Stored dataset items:
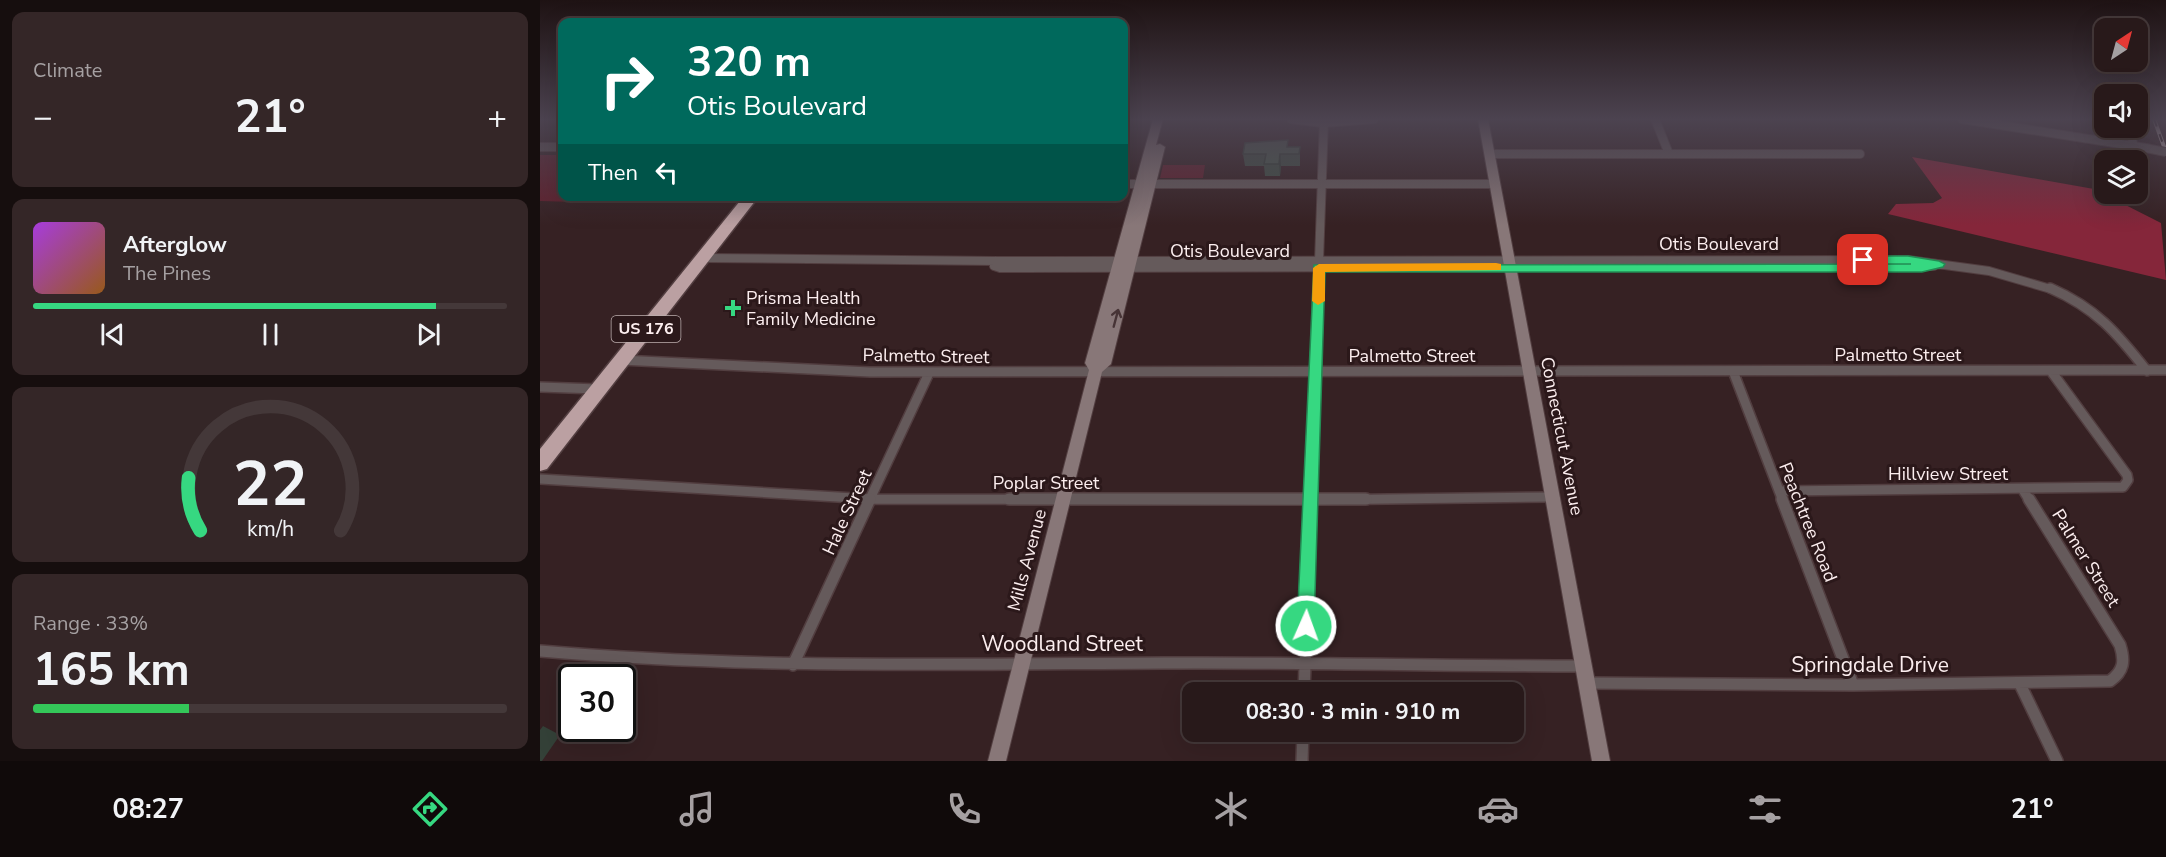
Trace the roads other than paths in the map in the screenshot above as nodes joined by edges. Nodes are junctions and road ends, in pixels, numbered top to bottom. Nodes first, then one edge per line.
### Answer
1 (1489, 154) edge
2 (1151, 155) edge
3 (1156, 155) edge
4 (1323, 155) edge
5 (1128, 184) edge
6 (1146, 184) junction
7 (1322, 184) junction
8 (1495, 184) junction
9 (748, 201) edge
10 (703, 258) junction
11 (1509, 263) junction
12 (1125, 264) junction
13 (1319, 264) junction
14 (621, 360) junction
15 (2165, 370) edge
16 (1733, 371) junction
17 (2051, 371) junction
18 (2147, 371) junction
19 (1096, 372) junction
20 (1316, 372) junction
21 (1530, 372) junction
22 (929, 373) junction
23 (540, 387) edge
24 (598, 389) junction
25 (540, 463) edge
26 (540, 479) edge
27 (2023, 490) junction
28 (1779, 491) junction
29 (1553, 497) junction
30 (871, 499) junction
31 (1063, 499) junction
32 (1310, 500) junction
33 (2120, 645) joint
34 (540, 651) edge
35 (1021, 663) junction
36 (1304, 663) junction
37 (793, 665) junction
38 (1584, 666) junction
39 (1304, 682) edge
40 (1587, 683) junction
41 (2020, 684) junction
42 (1853, 685) junction
43 (1303, 742) edge
44 (997, 761) edge
45 (1302, 761) edge
46 (1601, 761) edge
47 (2057, 761) edge

1 - 8 street, Connecticut Avenue
2 - 6 street, Mills Avenue
3 - 6 street, Mills Avenue
4 - 7 street
5 - 6 street
6 - 7 street
6 - 12 street, Mills Avenue
7 - 8 street
7 - 13 street
8 - 11 street, Connecticut Avenue
9 - 10 highway, US 176
10 - 12 street, Otis Boulevard
10 - 14 highway, US 176
11 - 13 street, Otis Boulevard
11 - 18 street, Otis Boulevard
11 - 21 street, Connecticut Avenue
12 - 13 street, Otis Boulevard
12 - 19 street, Mills Avenue
13 - 20 street
14 - 22 street, Palmetto Street
14 - 24 highway, US 176
15 - 18 street, Palmetto Street
16 - 17 street, Palmetto Street
16 - 21 street, Palmetto Street
16 - 28 street, Peachtree Road
17 - 18 street, Palmetto Street
17 - 27 street, Hillview Street
19 - 20 street, Palmetto Street
19 - 22 street, Palmetto Street
19 - 31 street, Mills Avenue
20 - 21 street, Palmetto Street
20 - 32 street
21 - 29 street, Connecticut Avenue
22 - 30 street, Hale Street
23 - 24 street
24 - 25 highway, US 176
26 - 30 street, Poplar Street
27 - 28 street, Hillview Street
27 - 33 street, Palmer Street
28 - 42 street, Peachtree Road
29 - 32 street, Poplar Street
29 - 38 street, Connecticut Avenue
30 - 31 street, Poplar Street
30 - 37 street, Hale Street
31 - 32 street, Poplar Street
31 - 35 street, Mills Avenue
32 - 36 street
33 - 41 street, Springdale Drive
34 - 37 street, Woodland Street
35 - 36 street, Woodland Street
35 - 37 street, Woodland Street
35 - 44 street, Mills Avenue
36 - 38 street, Woodland Street
36 - 39 street
38 - 40 street, Connecticut Avenue
40 - 42 street, Springdale Drive
40 - 46 street, Connecticut Avenue
41 - 42 street, Springdale Drive
41 - 47 street
43 - 45 street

- _Exercise details_:
Show the lines of the data that hold the word "Hale".

- _Output of the task_:
22 - 30 street, Hale Street
30 - 37 street, Hale Street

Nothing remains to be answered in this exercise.